Why you’d want a Chevrolet Corvette C4
General Motors took to heart the flak about American cars not handling properly, and launched the 1983 Corvette C4 into Europe with the confident claim that it could out-corner any European sports car, generating 0.95g in corners where the likes of the Porsche 928 couldn’t hit 0.9g.
Uni-directional tyres and wheels specially developed with Goodyear helped, and there was rack-and-pinion steering, aluminium double-wishbone front and multi-link rear suspension, both sprung by unusual glassfibre transverse leaf springs and both with anti-roll bars.
Vented discs all round completed the package, which was stiffened even more for the European market.
Combined with clean looks, light weight and good aerodynamics, the Corvette promised much.

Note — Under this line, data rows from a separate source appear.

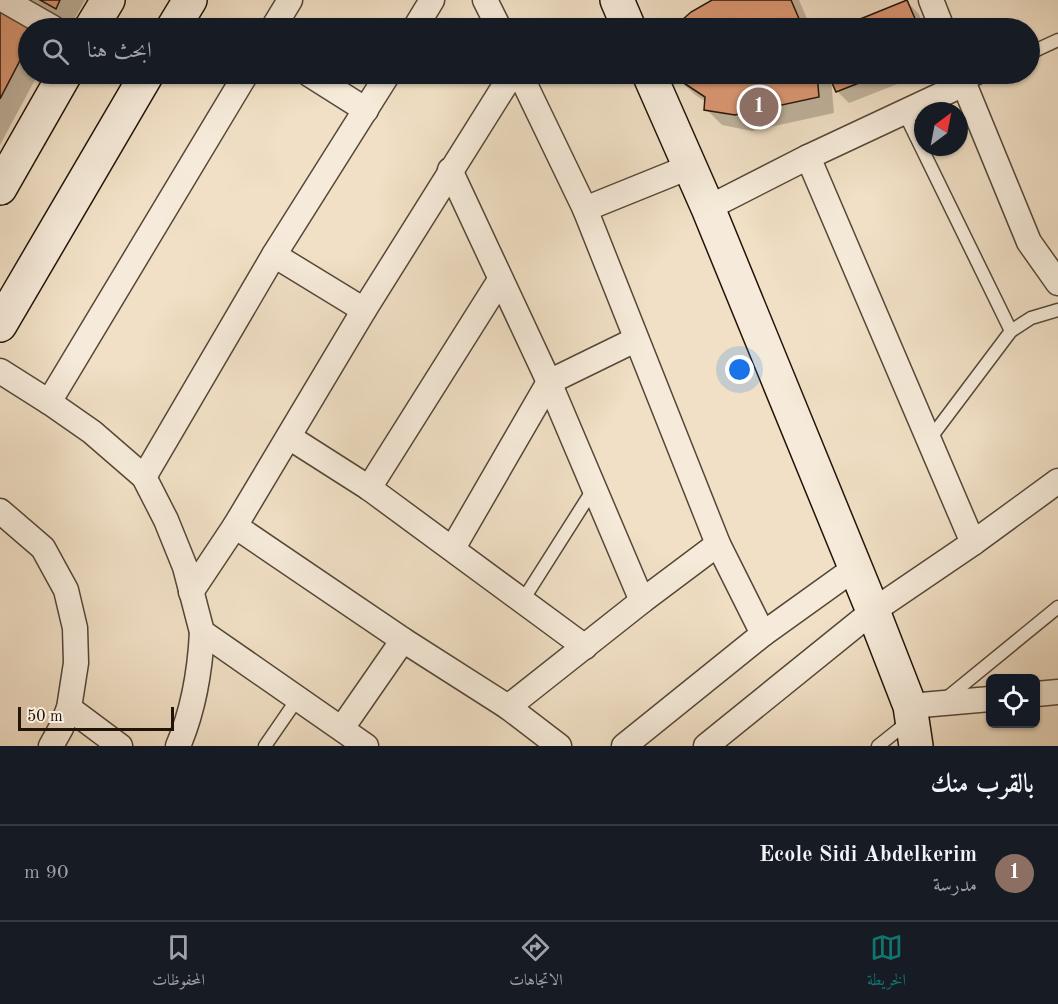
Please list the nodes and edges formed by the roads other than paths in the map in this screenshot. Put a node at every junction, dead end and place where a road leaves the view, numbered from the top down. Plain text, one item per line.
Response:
1 (4, 0) edge
2 (108, 0) edge
3 (190, 0) edge
4 (290, 0) edge
5 (432, 0) edge
6 (485, 0) edge
7 (617, 0) edge
8 (931, 0) edge
9 (36, 18) edge
10 (97, 18) edge
11 (179, 18) edge
12 (279, 18) edge
13 (421, 18) edge
14 (494, 18) edge
15 (625, 18) edge
16 (938, 18) edge
17 (1058, 40) edge
18 (1040, 48) edge
19 (59, 84) edge
20 (141, 84) edge
21 (240, 84) edge
22 (325, 84) edge
23 (382, 84) edge
24 (506, 84) edge
25 (525, 84) edge
26 (653, 84) edge
27 (953, 84) edge
28 (964, 84) edge
29 (366, 110) junction
30 (904, 112) junction
31 (808, 157) junction
32 (689, 167) junction
33 (450, 170) junction
34 (0, 188) edge
35 (708, 208) junction
36 (585, 209) junction
37 (274, 255) junction
38 (500, 280) junction
39 (1058, 283) edge
40 (364, 310) junction
41 (1058, 310) edge
42 (0, 325) edge
43 (1011, 331) junction
44 (636, 340) junction
45 (0, 371) edge
46 (549, 382) junction
47 (49, 402) junction
48 (289, 437) junction
49 (929, 440) junction
50 (144, 477) junction
51 (1058, 481) edge
52 (369, 488) junction
53 (594, 488) junction
54 (0, 512) edge
55 (235, 526) junction
56 (973, 543) junction
57 (718, 544) junction
58 (453, 548) junction
59 (855, 568) junction
60 (191, 592) junction
61 (523, 600) junction
62 (642, 601) junction
63 (1058, 607) edge
64 (873, 612) junction
65 (202, 632) junction
66 (763, 634) junction
67 (404, 640) junction
68 (585, 647) junction
69 (1058, 692) edge
70 (1040, 694) edge
71 (298, 698) junction
72 (986, 700) edge
73 (508, 707) junction
74 (69, 708) junction
75 (919, 719) edge
76 (342, 728) junction
77 (51, 746) edge
78 (120, 746) edge
79 (178, 746) edge
80 (265, 746) edge
81 (366, 746) edge
82 (559, 746) edge
83 (624, 746) edge
84 (706, 746) edge
85 (878, 746) edge

1 - 9 street
2 - 10 street
3 - 11 street
4 - 12 street
5 - 13 street
6 - 14 street
7 - 15 street
8 - 16 street
17 - 18 lane
19 - 34 street
20 - 42 street
21 - 47 street
22 - 29 street
23 - 29 street
24 - 33 street
25 - 36 street
26 - 32 street
27 - 30 street
28 - 39 street
29 - 37 street
30 - 31 street
30 - 43 lane
31 - 35 street
31 - 49 street
32 - 35 street
32 - 36 street
33 - 38 street
33 - 40 street
35 - 59 street
36 - 44 street
37 - 40 street
37 - 50 street
38 - 46 street
38 - 52 street
40 - 48 street
41 - 43 lane
43 - 49 lane
44 - 46 street
44 - 57 street
45 - 47 street
46 - 53 street
46 - 58 street
47 - 50 street
48 - 52 street
48 - 55 street
49 - 56 street
50 - 60 street
51 - 56 street
52 - 58 street
53 - 61 lane
53 - 62 street
54 - 74 street
55 - 60 street
55 - 67 street
56 - 64 street
57 - 62 street
57 - 66 street
58 - 61 street
59 - 64 street
59 - 66 street
60 - 65 street
61 - 68 street
62 - 68 street
63 - 75 lane
64 - 75 street
64 - 84 street
65 - 71 street
65 - 79 street
66 - 83 street
67 - 73 street
67 - 76 street
68 - 73 street
69 - 70 street
71 - 76 street
71 - 80 lane
72 - 75 street
73 - 82 street
74 - 77 street
74 - 78 street
75 - 85 lane
76 - 81 street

Just 205bhp from the lazy overhead-valve V8 looked a disappointment, but it had a wide spread of power and a well-tuned four-speed auto ’box: Europe’s testers were impressed, if somewhat dumbfounded by the poor ride on uneven roads.
Given a smooth surface the Corvette was unbeatable, but it seems GM had given the testers a bit too much of their own medicine, at least on Euro-spec cars; even the US version was softened for the ’88 model year.
The hatchback C4’s roof was an oddity, being removable but a pain to do so because it was securely bolted in to aid structural rigidity. This led to the return of the convertible in 1985.